Le fait que les symptômes de certains DIP puissent apparaître tardivement dans la vie a une conséquence importante : le diagnostic peut être retardé, entraînant potentiellement des dommages irréversibles aux organes. Ce délai souligne la nécessité d'être attentif aux signaux d'alerte qui peuvent évoquer un problème immunitaire sous-jacent.

Les déficits immunitaires primaires sont relativement rares, mais ils sont nombreux, avec plus de 400 types différents identifiés à ce jour.

De plus, la nature génétique des DIP a des implications pour les autres membres de la famille. Comprendre que ces conditions sont souvent héritées peut encourager le conseil génétique et, si nécessaire, des tests pour les personnes à risque.

Est-ce que les Déficits Immunitaires Primitifs sont contagieux ? 

Pas du tout, les Déficits Immunitaires Primitifs ne sont pas contagieux(5).

Ils sont dus à des facteurs génétiques et ne peuvent pas être transmis d'une personne à une autre par contact. Les personnes atteintes de DIP sont plus susceptibles de contracter des infections, mais leur condition elle-même n'est pas transmissible.

Les Déficits Immunitaires Primitifs : en quelques chiffres

  • 400 nouveaux cas par an

  • 9/100 000 habitants

Il s'agit de pathologies rares dont l'incidence est approximativement de 400 nouveaux cas par an en France soit 1 naissance sur 2000, avec environ 6 300 personnes en France qui vivent avec cette maladie (soit 9,44 personnes pour 100 000 habitants) (données issues du registre national du Centre de Référence National pour les DIH, CEREDIH, 14/12/2021)

Quels sont les causes des déficits Immunitaires primitifs ? 

Les déficits immunitaires primaires sont principalement causés par des problèmes dans la formation ou le fonctionnement du système immunitaire lui-même, et non par des facteurs externes tels que des infections ou des médicaments (2).Il est également possible qu'une nouvelle mutation génétique survienne chez l'enfant, même en l'absence d'antécédents familiaux de DIP (5). 

La cause profonde de ces problèmes est souvent une mutation génétique héritée (2)

Ces erreurs génétiques peuvent affecter différentes parties du système immunitaire, qu'il s'agisse des anticorps, des cellules immunitaires spécialisées ou du système du complément (2).

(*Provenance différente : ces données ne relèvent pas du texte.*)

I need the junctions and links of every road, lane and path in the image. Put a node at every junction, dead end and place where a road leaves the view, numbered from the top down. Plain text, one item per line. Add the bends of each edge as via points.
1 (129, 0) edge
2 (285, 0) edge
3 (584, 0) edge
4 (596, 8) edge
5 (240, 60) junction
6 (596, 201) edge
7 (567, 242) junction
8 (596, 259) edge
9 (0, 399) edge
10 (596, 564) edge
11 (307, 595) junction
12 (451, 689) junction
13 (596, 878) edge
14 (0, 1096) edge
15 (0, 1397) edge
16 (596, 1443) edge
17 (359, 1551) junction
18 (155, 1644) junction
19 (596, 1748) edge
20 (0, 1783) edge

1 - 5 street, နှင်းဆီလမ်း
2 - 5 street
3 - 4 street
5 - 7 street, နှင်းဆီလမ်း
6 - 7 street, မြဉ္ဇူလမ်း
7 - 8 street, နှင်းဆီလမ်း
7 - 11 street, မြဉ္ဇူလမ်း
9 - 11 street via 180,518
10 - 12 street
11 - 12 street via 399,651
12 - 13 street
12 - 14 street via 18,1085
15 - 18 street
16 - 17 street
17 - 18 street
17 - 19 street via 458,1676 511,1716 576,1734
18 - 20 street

Bien que la cause principale des DIP soit souvent génétique, il est important de noter que la base génétique exacte de certains DIP reste inconnue (5). La recherche dans ce domaine est continue, visant à identifier tous les gènes impliqués dans le bon fonctionnement du système immunitaire.

Comprendre les différents types de déficits Immunitaires Primitifs

Les déficits immunitaires primitifs sont classés en fonction de la partie spécifique du système immunitaire qui est touchée (1). Cette classification aide les médecins à mieux comprendre le type de problème immunitaire sous-jacent et à orienter les approches diagnostiques et thérapeutiques (2)

On distingue généralement quatre catégories principales :

Déficits en anticorps (Immunité humorale)

Les anticorps, également appelés immunoglobulines (comme les IgG, IgA et IgM), sont des protéines essentielles qui combattent les micro-organismes (2).

En effet, les problèmes liés aux lymphocytes B (les cellules qui produisent ces anticorps) ou aux anticorps eux-mêmes peuvent entraîner un risque accru d'infections respiratoires (sinusites, pneumonies, otites), de méningites, de septicémies et d'infections gastro-intestinales (1).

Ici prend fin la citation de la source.